┌─ Records for this task
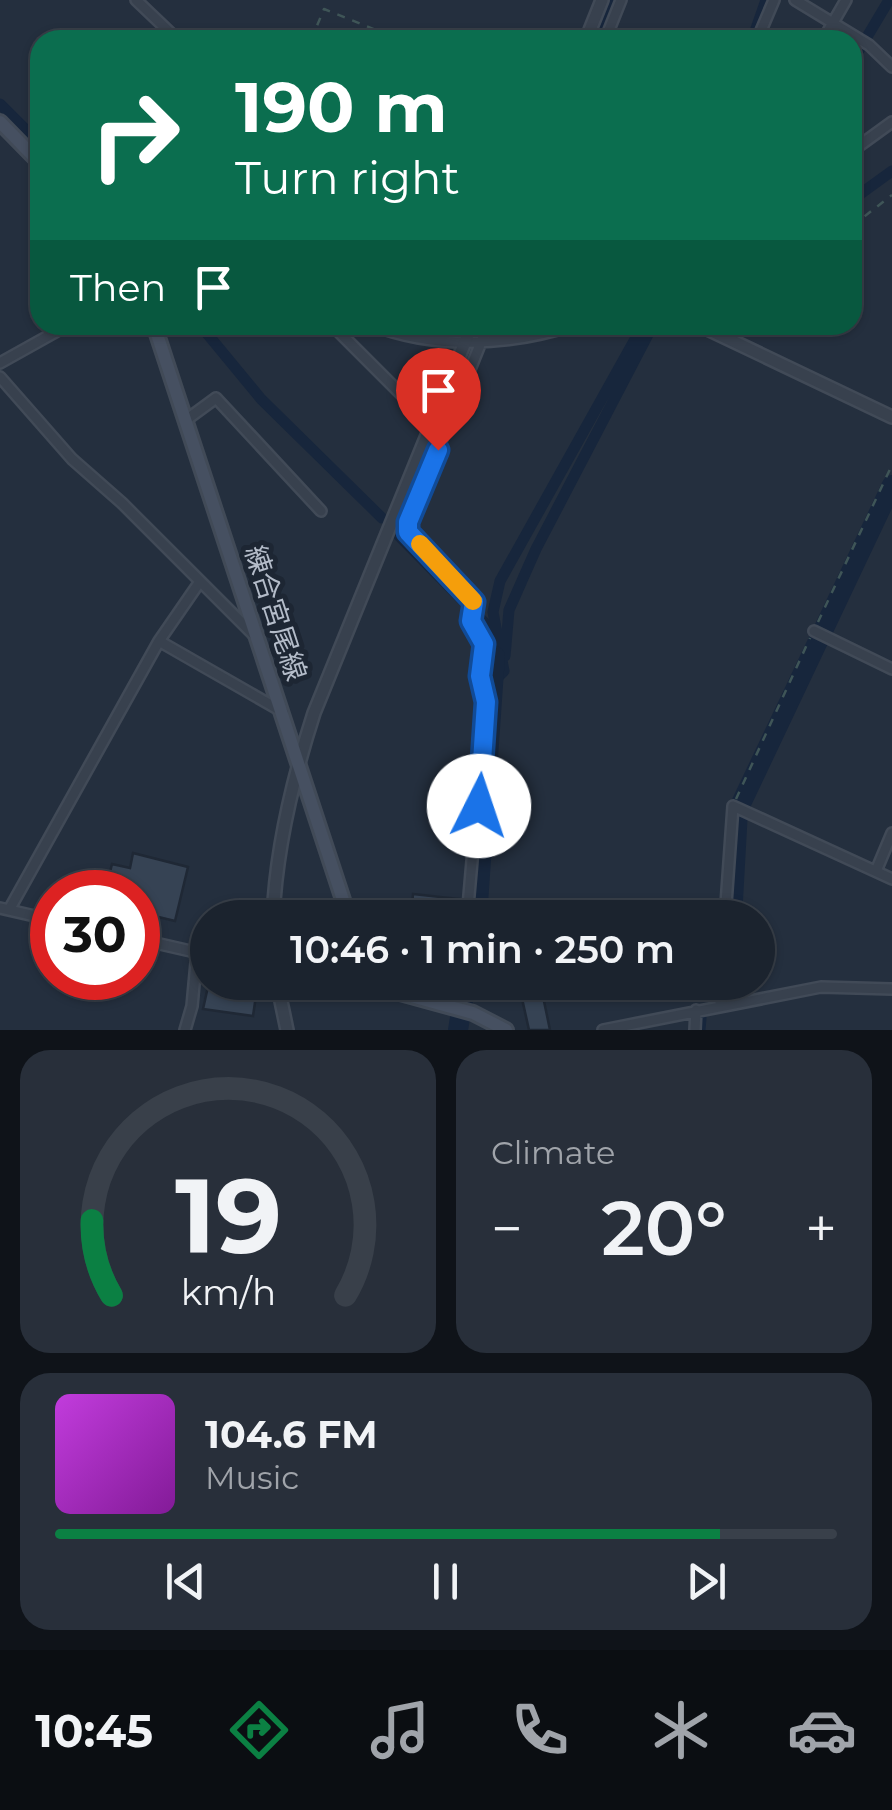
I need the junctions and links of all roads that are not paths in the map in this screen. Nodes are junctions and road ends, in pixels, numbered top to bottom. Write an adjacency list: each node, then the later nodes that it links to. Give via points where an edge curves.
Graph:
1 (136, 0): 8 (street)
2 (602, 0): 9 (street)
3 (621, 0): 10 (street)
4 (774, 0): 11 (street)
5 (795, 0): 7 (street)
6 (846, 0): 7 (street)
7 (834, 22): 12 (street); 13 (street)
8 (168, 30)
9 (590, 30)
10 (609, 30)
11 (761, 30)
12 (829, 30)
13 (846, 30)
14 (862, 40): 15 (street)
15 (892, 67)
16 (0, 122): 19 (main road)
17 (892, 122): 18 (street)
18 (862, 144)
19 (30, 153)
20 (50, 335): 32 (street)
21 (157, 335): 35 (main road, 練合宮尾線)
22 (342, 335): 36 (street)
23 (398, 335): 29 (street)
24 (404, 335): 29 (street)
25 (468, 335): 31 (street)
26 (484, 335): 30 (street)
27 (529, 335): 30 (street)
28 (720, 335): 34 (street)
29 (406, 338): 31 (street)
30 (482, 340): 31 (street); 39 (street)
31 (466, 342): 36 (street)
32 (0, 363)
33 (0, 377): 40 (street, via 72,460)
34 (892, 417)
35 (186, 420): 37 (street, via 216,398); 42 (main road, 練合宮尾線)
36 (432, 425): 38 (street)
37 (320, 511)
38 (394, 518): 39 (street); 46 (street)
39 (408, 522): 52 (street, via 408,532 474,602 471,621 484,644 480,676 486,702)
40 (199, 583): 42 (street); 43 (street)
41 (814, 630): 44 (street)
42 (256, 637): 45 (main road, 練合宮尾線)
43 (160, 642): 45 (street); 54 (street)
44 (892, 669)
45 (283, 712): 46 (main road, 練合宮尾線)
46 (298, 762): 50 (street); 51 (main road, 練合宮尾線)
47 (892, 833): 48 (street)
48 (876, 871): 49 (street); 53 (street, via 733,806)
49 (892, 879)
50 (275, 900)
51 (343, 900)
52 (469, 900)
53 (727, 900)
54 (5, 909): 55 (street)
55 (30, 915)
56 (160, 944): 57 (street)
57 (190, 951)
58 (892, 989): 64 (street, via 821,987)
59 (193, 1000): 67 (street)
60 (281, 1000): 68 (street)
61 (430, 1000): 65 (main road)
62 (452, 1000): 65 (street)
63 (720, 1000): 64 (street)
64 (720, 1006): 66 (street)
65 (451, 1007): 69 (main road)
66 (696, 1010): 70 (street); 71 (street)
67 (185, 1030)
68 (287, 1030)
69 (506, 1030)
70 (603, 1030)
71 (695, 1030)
└─
Could the data be reproduced exactly, with the pictures omitted?

I need the junctions and links of all roads that are not paths in the map in this screen. Nodes are junctions and road ends, in pixels, numbered top to bottom. Write an adjacency list: each node, then the later nodes that it links to. Give via points where an edge curves.
Graph:
1 (136, 0): 8 (street)
2 (602, 0): 9 (street)
3 (621, 0): 10 (street)
4 (774, 0): 11 (street)
5 (795, 0): 7 (street)
6 (846, 0): 7 (street)
7 (834, 22): 12 (street); 13 (street)
8 (168, 30)
9 (590, 30)
10 (609, 30)
11 (761, 30)
12 (829, 30)
13 (846, 30)
14 (862, 40): 15 (street)
15 (892, 67)
16 (0, 122): 19 (main road)
17 (892, 122): 18 (street)
18 (862, 144)
19 (30, 153)
20 (50, 335): 32 (street)
21 (157, 335): 35 (main road, 練合宮尾線)
22 (342, 335): 36 (street)
23 (398, 335): 29 (street)
24 (404, 335): 29 (street)
25 (468, 335): 31 (street)
26 (484, 335): 30 (street)
27 (529, 335): 30 (street)
28 (720, 335): 34 (street)
29 (406, 338): 31 (street)
30 (482, 340): 31 (street); 39 (street)
31 (466, 342): 36 (street)
32 (0, 363)
33 (0, 377): 40 (street, via 72,460)
34 (892, 417)
35 (186, 420): 37 (street, via 216,398); 42 (main road, 練合宮尾線)
36 (432, 425): 38 (street)
37 (320, 511)
38 (394, 518): 39 (street); 46 (street)
39 (408, 522): 52 (street, via 408,532 474,602 471,621 484,644 480,676 486,702)
40 (199, 583): 42 (street); 43 (street)
41 (814, 630): 44 (street)
42 (256, 637): 45 (main road, 練合宮尾線)
43 (160, 642): 45 (street); 54 (street)
44 (892, 669)
45 (283, 712): 46 (main road, 練合宮尾線)
46 (298, 762): 50 (street); 51 (main road, 練合宮尾線)
47 (892, 833): 48 (street)
48 (876, 871): 49 (street); 53 (street, via 733,806)
49 (892, 879)
50 (275, 900)
51 (343, 900)
52 (469, 900)
53 (727, 900)
54 (5, 909): 55 (street)
55 (30, 915)
56 (160, 944): 57 (street)
57 (190, 951)
58 (892, 989): 64 (street, via 821,987)
59 (193, 1000): 67 (street)
60 (281, 1000): 68 (street)
61 (430, 1000): 65 (main road)
62 (452, 1000): 65 (street)
63 (720, 1000): 64 (street)
64 (720, 1006): 66 (street)
65 (451, 1007): 69 (main road)
66 (696, 1010): 70 (street); 71 (street)
67 (185, 1030)
68 (287, 1030)
69 (506, 1030)
70 (603, 1030)
71 (695, 1030)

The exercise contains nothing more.